The problem. In the records below, begin at the line containing "index tip: (955, 1079)" and end at the line containing "pinky pip: (746, 1102)"; quote every line in that span exactly, including both boundary lines, and no others.

(Saved entries)
● ● ● ●
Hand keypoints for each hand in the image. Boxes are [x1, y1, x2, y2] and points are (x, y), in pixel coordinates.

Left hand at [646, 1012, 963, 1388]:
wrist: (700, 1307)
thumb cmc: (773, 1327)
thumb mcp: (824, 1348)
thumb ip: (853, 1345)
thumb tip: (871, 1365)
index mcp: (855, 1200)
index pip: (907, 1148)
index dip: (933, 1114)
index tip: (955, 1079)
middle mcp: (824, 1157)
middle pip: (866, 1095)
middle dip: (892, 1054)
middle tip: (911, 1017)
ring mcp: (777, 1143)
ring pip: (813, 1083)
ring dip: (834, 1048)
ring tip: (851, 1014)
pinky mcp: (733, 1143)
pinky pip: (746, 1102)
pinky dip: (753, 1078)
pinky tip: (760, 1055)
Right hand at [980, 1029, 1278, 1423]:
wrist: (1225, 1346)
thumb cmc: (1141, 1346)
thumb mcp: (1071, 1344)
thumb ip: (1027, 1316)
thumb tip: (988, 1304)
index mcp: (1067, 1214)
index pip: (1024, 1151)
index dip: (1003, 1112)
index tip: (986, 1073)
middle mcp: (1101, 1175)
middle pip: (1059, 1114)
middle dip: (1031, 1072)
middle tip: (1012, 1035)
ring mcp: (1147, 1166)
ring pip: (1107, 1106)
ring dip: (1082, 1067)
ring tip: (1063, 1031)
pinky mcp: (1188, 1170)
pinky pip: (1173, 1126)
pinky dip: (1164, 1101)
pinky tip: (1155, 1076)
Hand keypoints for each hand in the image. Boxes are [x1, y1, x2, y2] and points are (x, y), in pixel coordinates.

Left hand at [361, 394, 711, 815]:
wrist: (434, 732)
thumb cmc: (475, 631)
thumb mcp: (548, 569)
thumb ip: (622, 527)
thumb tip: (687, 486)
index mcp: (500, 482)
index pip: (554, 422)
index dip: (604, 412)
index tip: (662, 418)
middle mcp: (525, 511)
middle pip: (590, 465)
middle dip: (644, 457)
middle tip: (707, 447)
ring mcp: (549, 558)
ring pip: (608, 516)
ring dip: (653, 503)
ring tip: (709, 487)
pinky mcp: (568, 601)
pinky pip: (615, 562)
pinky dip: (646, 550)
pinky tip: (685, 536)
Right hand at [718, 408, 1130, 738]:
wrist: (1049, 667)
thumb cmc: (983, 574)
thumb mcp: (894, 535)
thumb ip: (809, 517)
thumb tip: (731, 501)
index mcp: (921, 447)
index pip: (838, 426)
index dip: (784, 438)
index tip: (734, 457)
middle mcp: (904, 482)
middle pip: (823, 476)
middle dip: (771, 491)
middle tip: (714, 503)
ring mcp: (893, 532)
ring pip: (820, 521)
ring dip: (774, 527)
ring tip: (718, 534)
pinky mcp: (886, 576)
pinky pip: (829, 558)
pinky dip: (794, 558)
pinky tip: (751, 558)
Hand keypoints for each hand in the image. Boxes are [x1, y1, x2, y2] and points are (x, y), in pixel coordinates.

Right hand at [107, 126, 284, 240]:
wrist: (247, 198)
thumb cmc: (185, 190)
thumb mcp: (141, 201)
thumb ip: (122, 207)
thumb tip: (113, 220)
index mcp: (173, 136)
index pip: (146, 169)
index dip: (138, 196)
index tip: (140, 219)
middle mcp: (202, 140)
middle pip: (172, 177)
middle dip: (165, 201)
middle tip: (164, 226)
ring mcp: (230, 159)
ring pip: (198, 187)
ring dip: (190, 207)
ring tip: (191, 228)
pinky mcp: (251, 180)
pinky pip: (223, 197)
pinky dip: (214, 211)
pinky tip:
● ● ● ●
Output of the task.
index tip: (955, 1079)
middle mcp: (824, 1157)
middle pip: (866, 1095)
middle dip: (892, 1054)
middle tip: (911, 1017)
ring mcp: (777, 1143)
ring pip: (813, 1083)
ring dip: (834, 1048)
ring tip: (851, 1014)
pinky mcp: (733, 1143)
pinky pip: (746, 1102)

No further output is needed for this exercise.